A pure play is a company that invests its resources in only one line of business. As such, this type of stock has a performance that correlates highly to the performance of the stock's particular industry. For example, many electronic retailers or "e-tailers" are pure plays. All they do is sell one particular type of product over the internet. Therefore, if internet buying declines even slightly, these companies are negatively affected. An accounting beta method – a method of estimating a project’s beta by running a regression of the company’s return on assets against the average return on assets for a large sample of firms. Accounting betas for a totally new project can be calculated only after the project has been accepted, placed in operation, and begun to generate output and accounting results—too late for the capital budgeting decision.
Identify some problem areas in cost of capital analysis. Explain how they invalidate the cost of capital procedures.
Depreciation-generated funds In brief, depreciation cash flows can either be reinvested or returned to investors (stockholders and creditors). The cost of depreciation-generated funds is approximately equal to the weighted average cost of capital from retained earnings and low-cost debt.
Privately owned firms there is a serious question about how one should measure the cost of equity for a firm whose stock is not traded. Tax issues are also especially important in these cases.

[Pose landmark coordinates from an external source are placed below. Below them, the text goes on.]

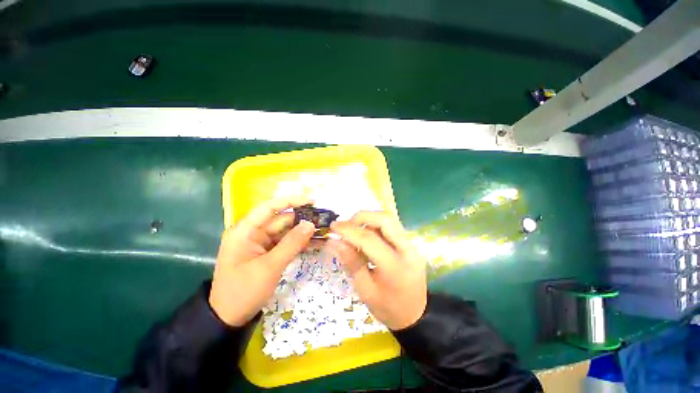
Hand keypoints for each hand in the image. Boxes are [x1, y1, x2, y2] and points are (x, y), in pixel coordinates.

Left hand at [209, 197, 315, 326]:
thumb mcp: (270, 267)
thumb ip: (291, 244)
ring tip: (324, 231)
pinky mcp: (267, 253)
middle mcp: (253, 232)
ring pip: (286, 231)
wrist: (229, 319)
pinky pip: (286, 243)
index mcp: (245, 230)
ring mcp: (261, 243)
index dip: (291, 201)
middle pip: (281, 219)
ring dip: (303, 232)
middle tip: (324, 221)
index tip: (312, 202)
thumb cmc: (244, 291)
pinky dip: (299, 243)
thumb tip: (311, 224)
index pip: (270, 207)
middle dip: (302, 219)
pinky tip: (315, 243)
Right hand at [328, 212, 426, 330]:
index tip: (333, 227)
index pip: (369, 239)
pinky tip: (365, 237)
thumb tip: (334, 242)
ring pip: (389, 220)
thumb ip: (351, 262)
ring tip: (354, 231)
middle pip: (385, 219)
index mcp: (395, 267)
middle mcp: (408, 250)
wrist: (417, 315)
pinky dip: (375, 226)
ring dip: (368, 220)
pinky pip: (391, 227)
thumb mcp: (365, 290)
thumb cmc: (388, 308)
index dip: (349, 230)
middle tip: (346, 226)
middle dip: (362, 217)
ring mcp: (411, 245)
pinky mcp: (410, 244)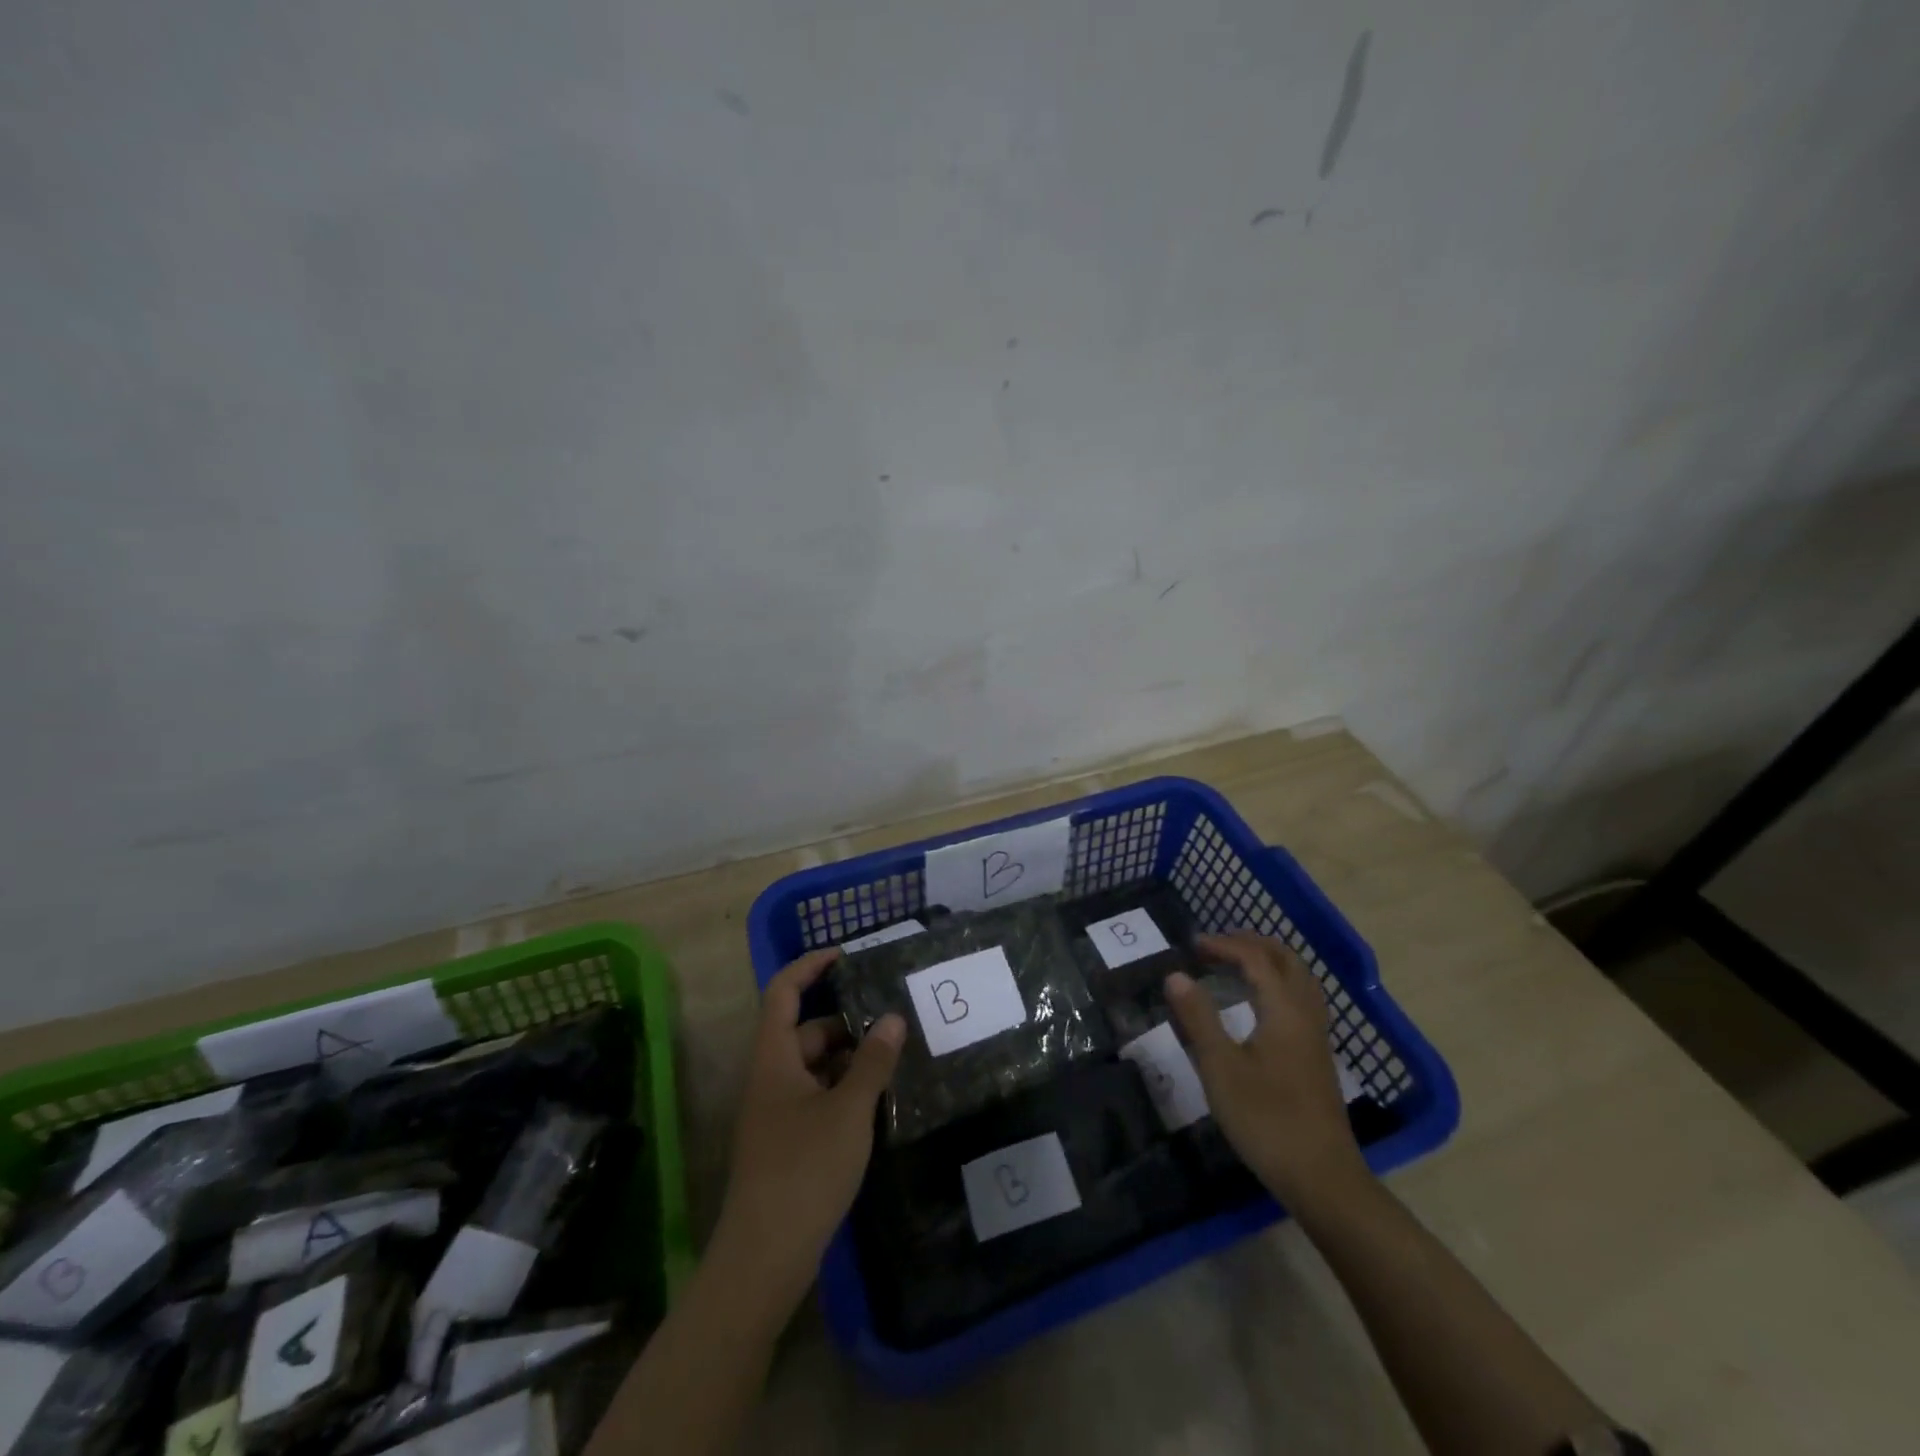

As a general rule, the same principles of cost of capital estimation apply to both privately held and publicly owned firms, but the problems of obtaining input data are somewhat different for each.
Small business Small businesses are generally privately owned, making it difficult to estimate their cost of equity
Measurement problems One cannot overemphasize the practical difficulties encountered when estimating the cost of equity. It is very difficult to obtain good input data for the CAPM, for g in the formula ks =D1/P0+g, and for the risk premium in the formula ks = Bond yield + Risk premium. As a result, we can never be sure just how accurate our estimated cost of capital is.
Costs of capital for projects of differing riskiness It is difficult to measure projects’ risks, hence to assign risk-adjusted discount rates to capital budgeting projects of differing degrees of riskiness.
Capital structure weights the state of the art in cost of capital estimation is really not in bad shape. The procedures outlined in this chapter can be used to obtain cost of capital estimates that are sufficiently accurate for practical purposes, and the problems listed here merely indicate the desirability of refinements. The refinements are not unimportant, but the problems we have identified do not invalidate the usefulness of the procedures outlined in the chapter.